19.05.2010
Sulla crisi europea di Nicola Nicolosi La gravità della crisi economica non accenna a diminuire. Gli effetti sociali sono ricaduti sull’occupazione, sulla chiusura di imprese, sul calo della ricchezza prodotta, e ora sullo stato sociale.
La cultura economica neoliberista, negli ultimi trent’anni, ha prodotto altre crisi; l’emergenza climatica e ambientale, la scarsità dei terreni coltivabili, le risorse alimentari, energetiche, minerarie, l’acqua. Su tutto si è speculato perché tutto è merce, e se c’è scarsità si giuoca all’aumento dei prezzi.
Si è prodotta una concezione distruttiva dell’economia, dove gli equilibri naturali non riescono più a trovare simmetria.

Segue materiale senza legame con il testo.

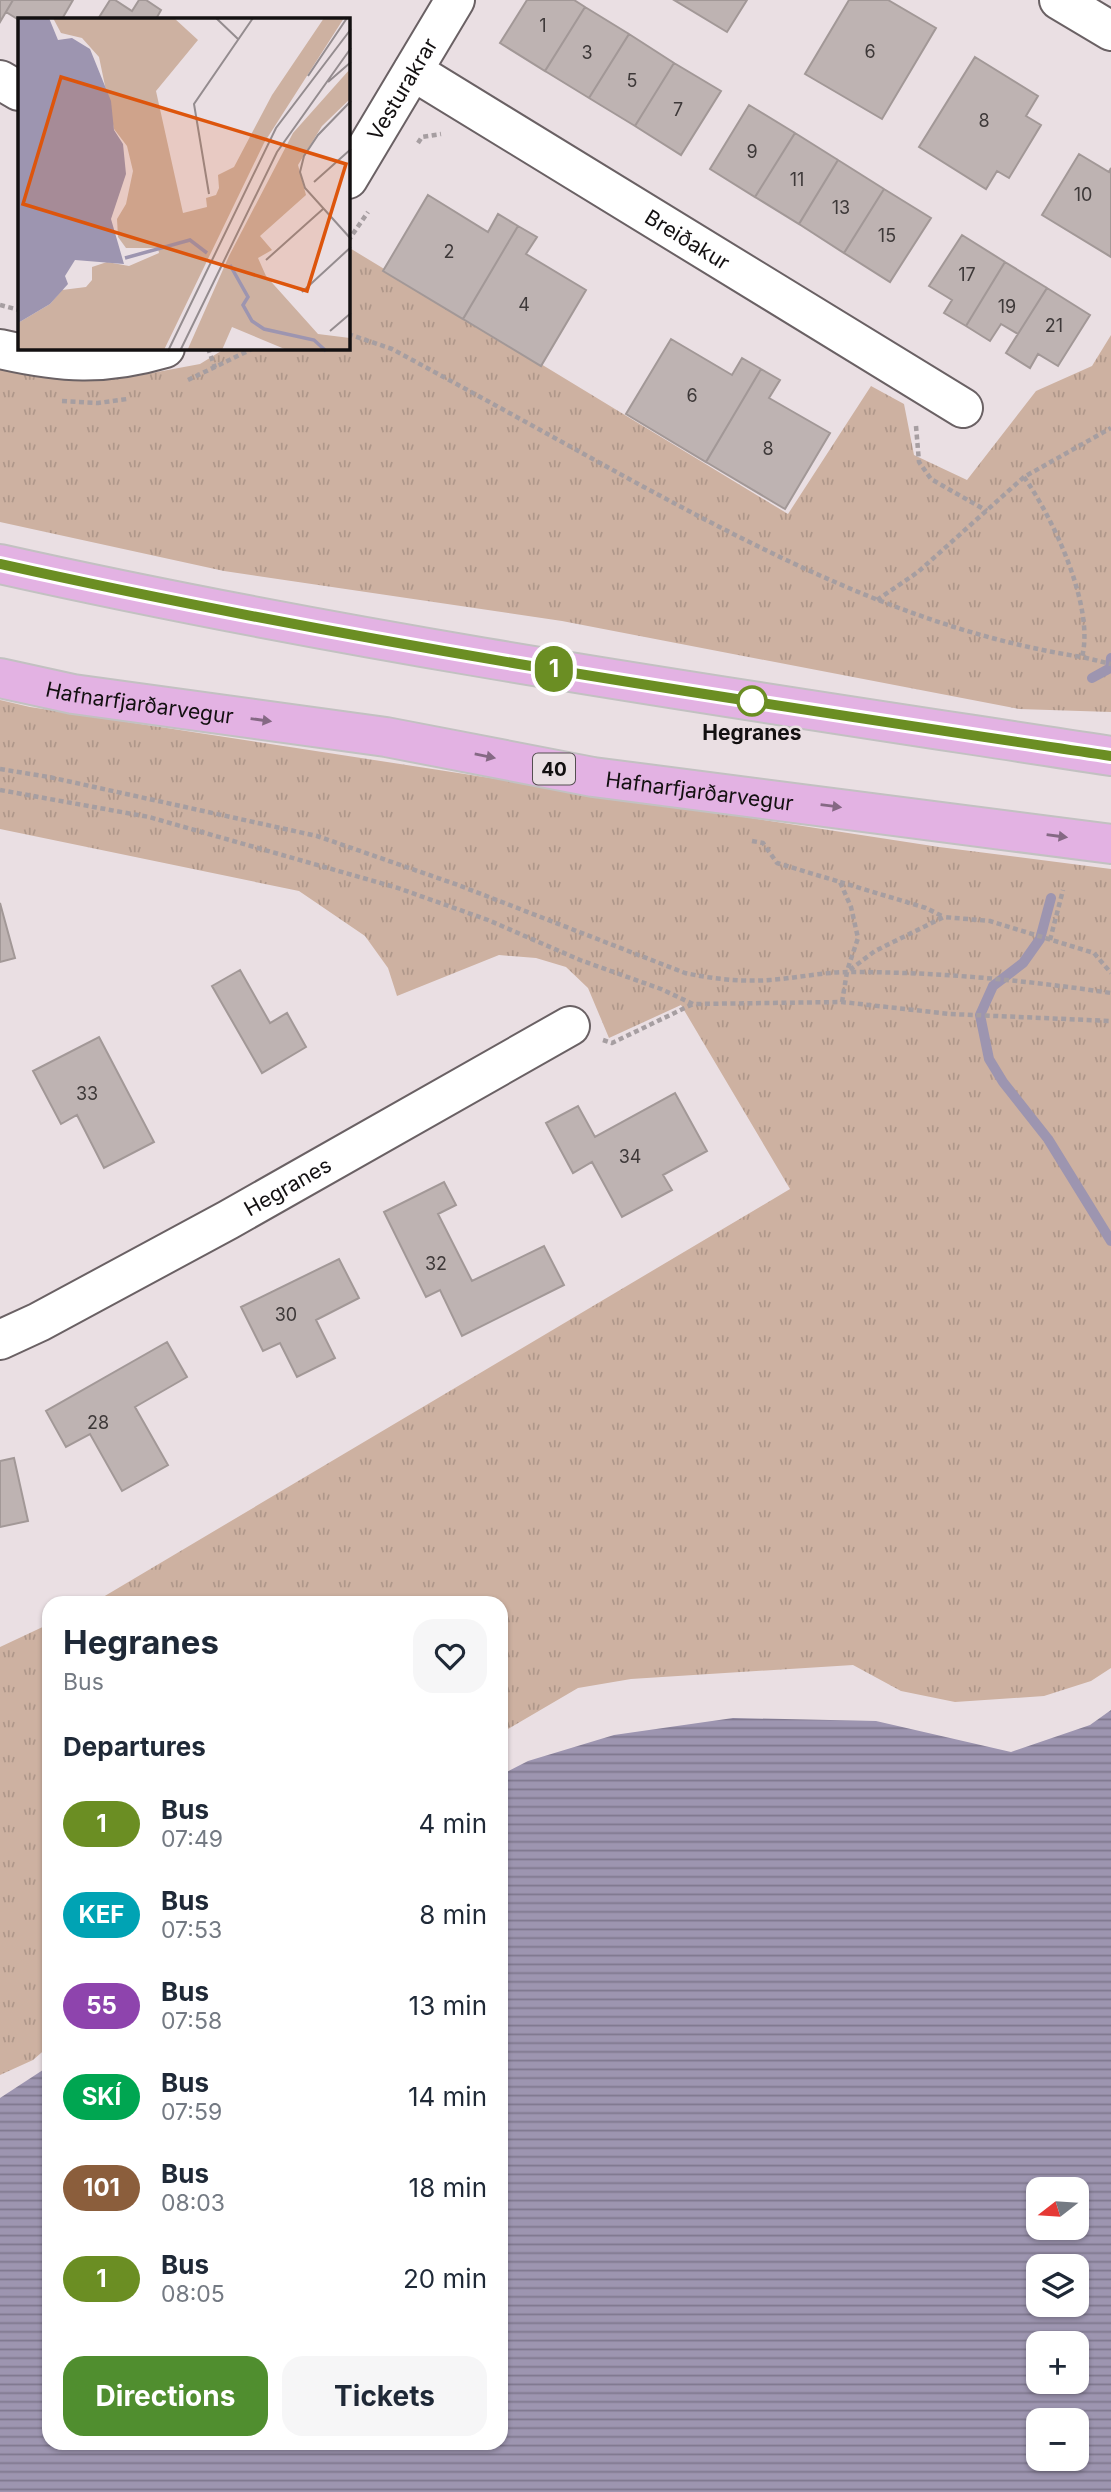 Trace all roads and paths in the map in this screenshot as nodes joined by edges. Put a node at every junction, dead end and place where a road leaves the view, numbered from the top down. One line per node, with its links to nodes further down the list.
1 (455, 0): 4 (street, Vesturakrar)
2 (1059, 0): 3 (street)
3 (1111, 31)
4 (413, 71): 9 (street, Vesturakrar); 18 (street, Breiðakur)
5 (0, 80): 6 (street)
6 (18, 90)
7 (451, 133): 8 (path)
8 (415, 145)
9 (360, 193): 10 (path)
10 (350, 233)
11 (0, 305): 12 (path)
12 (18, 310)
13 (350, 335): 24 (path)
14 (0, 349): 16 (street)
15 (209, 350): 17 (path)
16 (152, 352)
17 (215, 368)
18 (963, 408)
19 (916, 413): 22 (path)
20 (1111, 428): 21 (path)
21 (1024, 477): 22 (path); 25 (path)
22 (987, 511): 24 (path)
23 (0, 564): 28 (main road)
24 (877, 600): 25 (path)
25 (1082, 657): 26 (path)
26 (1111, 664)
27 (0, 678): 32 (main road, Hafnarfjarðarvegur / 40, one-way to 32)
28 (1111, 756)
29 (0, 769): 37 (path)
30 (0, 790): 41 (path)
31 (752, 841): 33 (path)
32 (1111, 844)
33 (840, 882): 35 (path); 37 (path)
34 (1063, 890): 36 (path)
35 (944, 917): 36 (path); 37 (path)
36 (1050, 940): 38 (path)
37 (847, 972): 39 (path); 40 (path)
38 (1111, 973)
39 (1111, 993)
40 (842, 1002): 41 (path); 42 (path)
41 (693, 1004): 43 (path)
42 (1111, 1020)
43 (570, 1026): 44 (street, Hegranes)
44 (0, 1340)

Il dominio neoliberista “dell’autoregolamentazione dei mercati” è fallito, la moltiplicazione del debito, sostenere la domanda attraverso i guadagni di capitali, abbassando i tassi o aumentandoli e favorendo la crescita dei valori prima mobiliari e successivamente immobiliari, ha creato una finanza d’ombra fuori regola e controllo. In quel contesto i derivati (causa della bolla speculativa) hanno raggiunto un volume pari a 12 volte il PIL mondiale. Gli Stati hanno utilizzato miliardi di euro per salvare banche e assicurazioni dal fallimento, risorse pubbliche sottratte ai bisogni dei cittadini.

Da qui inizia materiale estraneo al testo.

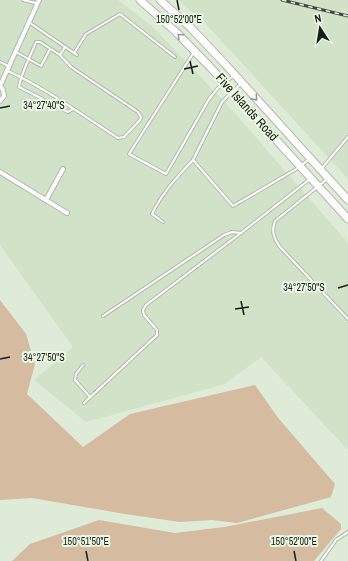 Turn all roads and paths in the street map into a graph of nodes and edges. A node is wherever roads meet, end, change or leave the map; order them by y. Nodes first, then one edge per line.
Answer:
1 (23, 0) edge
2 (140, 0) edge
3 (160, 0) edge
4 (38, 2) edge
5 (29, 22) junction
6 (65, 47) junction
7 (50, 48) junction
8 (194, 51) junction
9 (15, 52) junction
10 (74, 53) junction
11 (77, 55) dead end
12 (60, 56) junction
13 (175, 57) dead end
14 (29, 60) junction
15 (0, 62) edge
16 (8, 68) junction
17 (234, 75) junction
18 (22, 77) junction
19 (224, 83) junction
20 (242, 83) junction
21 (0, 86) edge
22 (232, 91) junction
23 (0, 101) edge
24 (73, 109) junction
25 (348, 137) edge
26 (310, 158) junction
27 (193, 160) junction
28 (300, 166) junction
29 (63, 170) dead end
30 (320, 170) junction
31 (0, 172) edge
32 (311, 178) junction
33 (328, 178) junction
34 (318, 186) junction
35 (46, 200) junction
36 (348, 200) edge
37 (67, 213) dead end
38 (348, 219) edge
39 (164, 222) dead end
40 (241, 233) junction
41 (103, 316) dead end
42 (348, 320) edge
43 (82, 365) dead end
44 (90, 397) junction
45 (84, 403) dead end
46 (348, 532) edge
47 (321, 561) edge

1 - 4 lane
8 -> 2 main road, Five Islands Road
3 - 17 main road, Five Islands Road
4 - 5 street
5 - 6 lane
5 - 9 street
6 - 10 lane
6 - 12 lane
7 - 12 lane
7 - 14 lane
7 - 14 lane
8 - 19 main road, Five Islands Road
8 - 19 lane
9 - 14 lane
9 - 16 street
10 - 11 lane
10 - 13 lane
12 - 24 lane
14 - 18 lane
15 - 16 lane
16 - 18 lane
16 - 21 street
17 - 19 lane
17 - 20 main road, Five Islands Road
18 - 24 lane
18 - 24 lane
19 - 22 main road, Five Islands Road
20 - 22 lane
20 -> 26 main road, Five Islands Road
21 - 23 street
22 - 27 lane
22 - 28 main road, Five Islands Road
25 - 30 lane
26 - 28 lane
26 - 30 main road, Five Islands Road
27 - 28 lane
27 - 39 lane
28 - 32 main road, Five Islands Road
29 - 35 street
30 - 32 lane
30 - 33 main road, Five Islands Road
31 - 35 street
32 - 34 main road, Five Islands Road
32 - 40 lane
33 - 34 lane
33 - 36 main road, Five Islands Road
34 - 38 main road, Five Islands Road
34 - 42 lane
35 - 37 street
40 - 41 lane
40 - 44 lane
43 - 44 lane
44 - 45 lane
46 - 47 lane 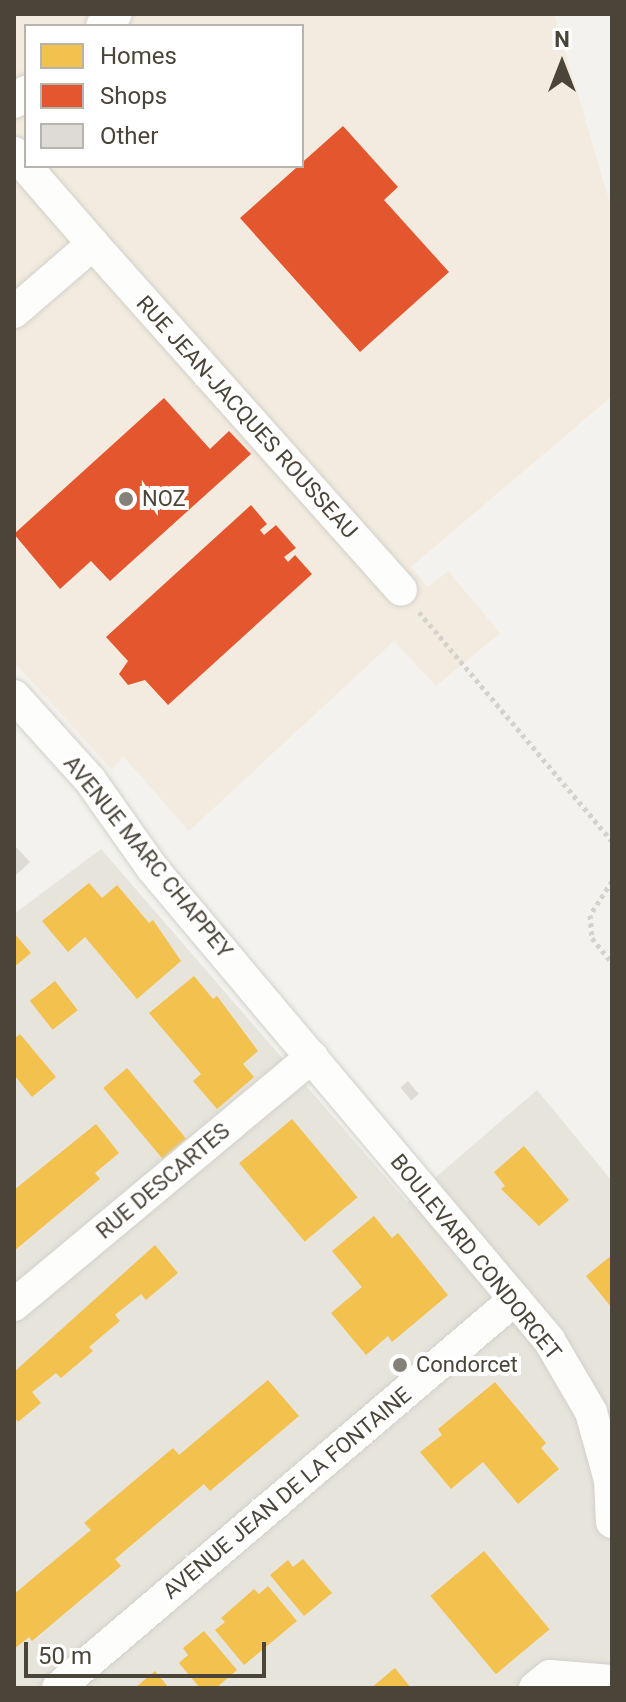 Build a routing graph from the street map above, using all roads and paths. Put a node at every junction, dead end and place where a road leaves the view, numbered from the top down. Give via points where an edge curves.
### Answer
1 (27, 168) edge
2 (93, 244) junction
3 (14, 312) edge
4 (401, 590) joint
5 (14, 696) edge
6 (612, 841) edge
7 (612, 881) edge
8 (612, 963) edge
9 (312, 1057) junction
10 (515, 1299) junction
11 (14, 1305) edge
12 (612, 1522) edge
13 (612, 1681) edge
14 (58, 1688) edge
15 (535, 1688) edge

1 - 2 street, RUE JEAN-JACQUES ROUSSEAU
2 - 3 street
2 - 4 street, RUE JEAN-JACQUES ROUSSEAU
4 - 6 path
5 - 9 street, AVENUE MARC CHAPPEY via 90,780 152,868
7 - 8 path via 590,915 592,938
9 - 10 street, BOULEVARD CONDORCET
9 - 11 street, RUE DESCARTES
10 - 12 street, BOULEVARD CONDORCET via 549,1340 591,1412 610,1480
10 - 14 street, AVENUE JEAN DE LA FONTAINE
13 - 15 street via 550,1676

Da tempo sosteniamo la necessità di un novo ruolo dello Stato, dopo i fallimenti del mercato, ruolo regolatorio, di indirizzo e titolarità collettiva dei beni primari come acqua, scuola, salute, sicurezza pubblica.
Il caso “Grecia” ci dice che gli speculatori non si fermano, anzi, utilizzano le risorse economiche messe a disposizione per il loro salvataggio, per fare nuovi introiti miliardari ai danni dei Paesi che li hanno salvati. Il risultato è che l’Europa sociale è seriamente minacciata.

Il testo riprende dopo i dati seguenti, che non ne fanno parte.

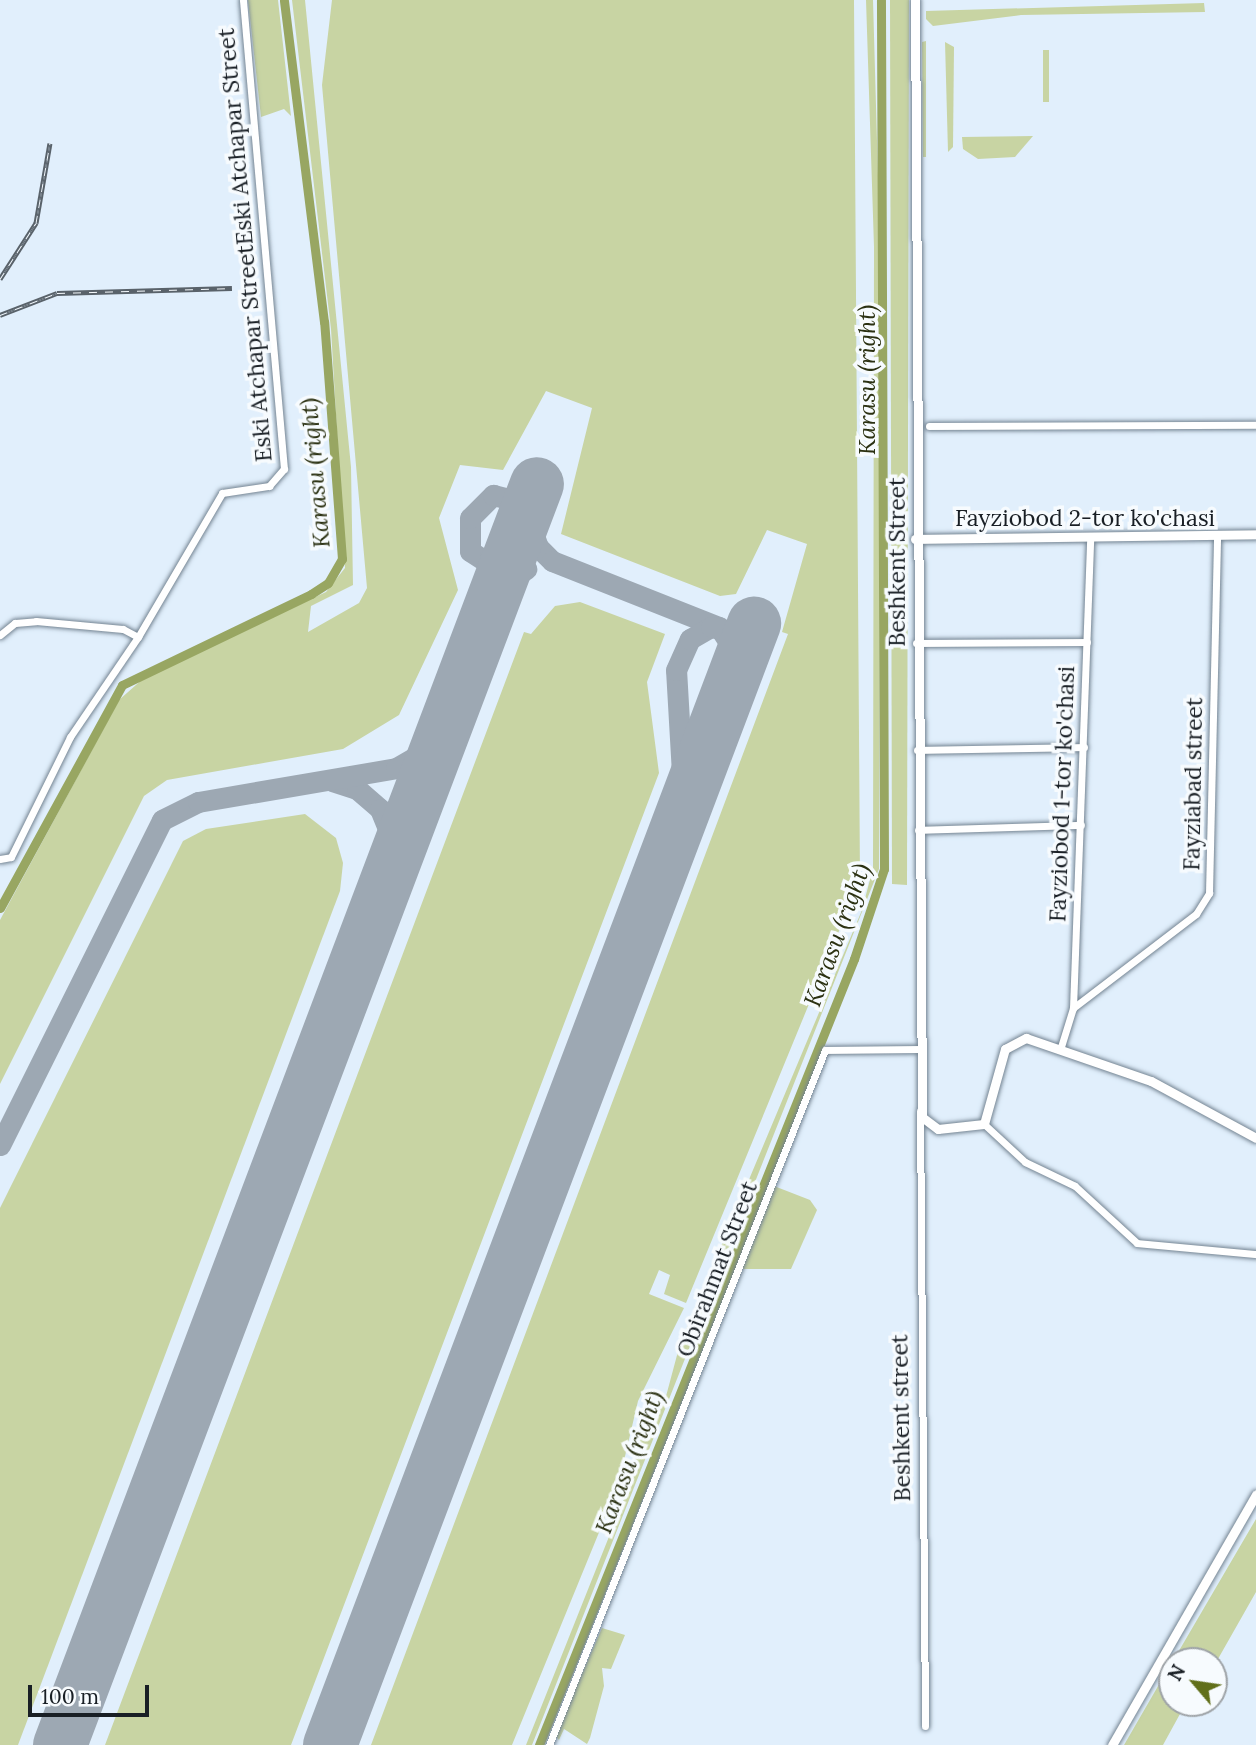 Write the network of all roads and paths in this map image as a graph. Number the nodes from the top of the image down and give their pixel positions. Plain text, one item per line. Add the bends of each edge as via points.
1 (243, 0) edge
2 (915, 0) edge
3 (1256, 425) edge
4 (929, 426) dead end
5 (1256, 534) edge
6 (1090, 537) junction
7 (1217, 538) junction
8 (915, 539) junction
9 (0, 635) edge
10 (138, 637) junction
11 (1087, 642) junction
12 (916, 643) junction
13 (1083, 747) junction
14 (917, 750) junction
15 (1081, 825) junction
16 (917, 830) junction
17 (0, 859) edge
18 (1073, 1008) junction
19 (918, 1049) junction
20 (1060, 1050) junction
21 (920, 1110) junction
22 (984, 1124) junction
23 (938, 1129) junction
24 (920, 1136) junction
25 (1256, 1138) edge
26 (1256, 1254) edge
27 (1256, 1495) edge
28 (925, 1726) dead end
29 (548, 1745) edge
30 (1112, 1745) edge

1 - 10 street via 285,465 269,486 222,493
2 - 8 street, Beshkent Street
3 - 4 street
5 - 7 street, Fayziobod 2-tor ko'chasi
6 - 7 street, Fayziobod 2-tor ko'chasi
6 - 8 street, Fayziobod 2-tor ko'chasi
6 - 11 street, Fayziobod 1-tor ko'chasi
7 - 18 street, Fayziabad street via 1209,893 1196,914
8 - 12 street, Beshkent Street
9 - 10 street via 15,623 36,621 123,629
10 - 17 street via 70,737 11,857
11 - 12 street
11 - 13 street, Fayziobod 1-tor ko'chasi
12 - 14 street, Beshkent Street
13 - 14 street
13 - 15 street, Fayziobod 1-tor ko'chasi
14 - 16 street, Beshkent Street
15 - 16 street
15 - 18 street, Fayziobod 1-tor ko'chasi
16 - 19 street, Beshkent Street
18 - 20 street, Fayziobod 1-tor ko'chasi
19 - 21 street, Beshkent Street
19 - 29 street, Obirahmat Street via 825,1050
20 - 22 street via 1026,1038 1007,1046
20 - 25 street via 1150,1081
21 - 23 street, Beshkent Street via 925,1122
21 - 24 street, Beshkent street
22 - 23 street
22 - 26 street via 1025,1162 1075,1186 1137,1243
23 - 24 street
24 - 28 street, Beshkent street
27 - 30 street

L’assenza di una strategia europea per la crescita e lo sviluppo, si scontra con l potere bancario e finanziario, che non paga nulla in questa epoca della crisi. I governi dei Paesi europei stanno assumendo decisioni gravi, che aumenteranno le diseguaglianze sociali, che provocheranno tensioni sociali.
In Grecia hanno deciso il taglio degli stipendi dei lavoratori pubblici, delle pensioni, l’allungamento della vita lavorativa. In Spagna, riduzione del salario dei dipendenti pubblici e congelamento delle pensioni, riduzione della spesa sanitaria e sociale.
La Francia si appresta a ridurre del 10% le spese per assistenza con taglio agli assegni familiari, dei sussidi per i disabili. La stessa ricetta viene adottata in Portogallo, Romania e in altri Paesi. Anche in Italia il Governo sta decidendo provvedimenti similari a partire dai lavoratori pubblici.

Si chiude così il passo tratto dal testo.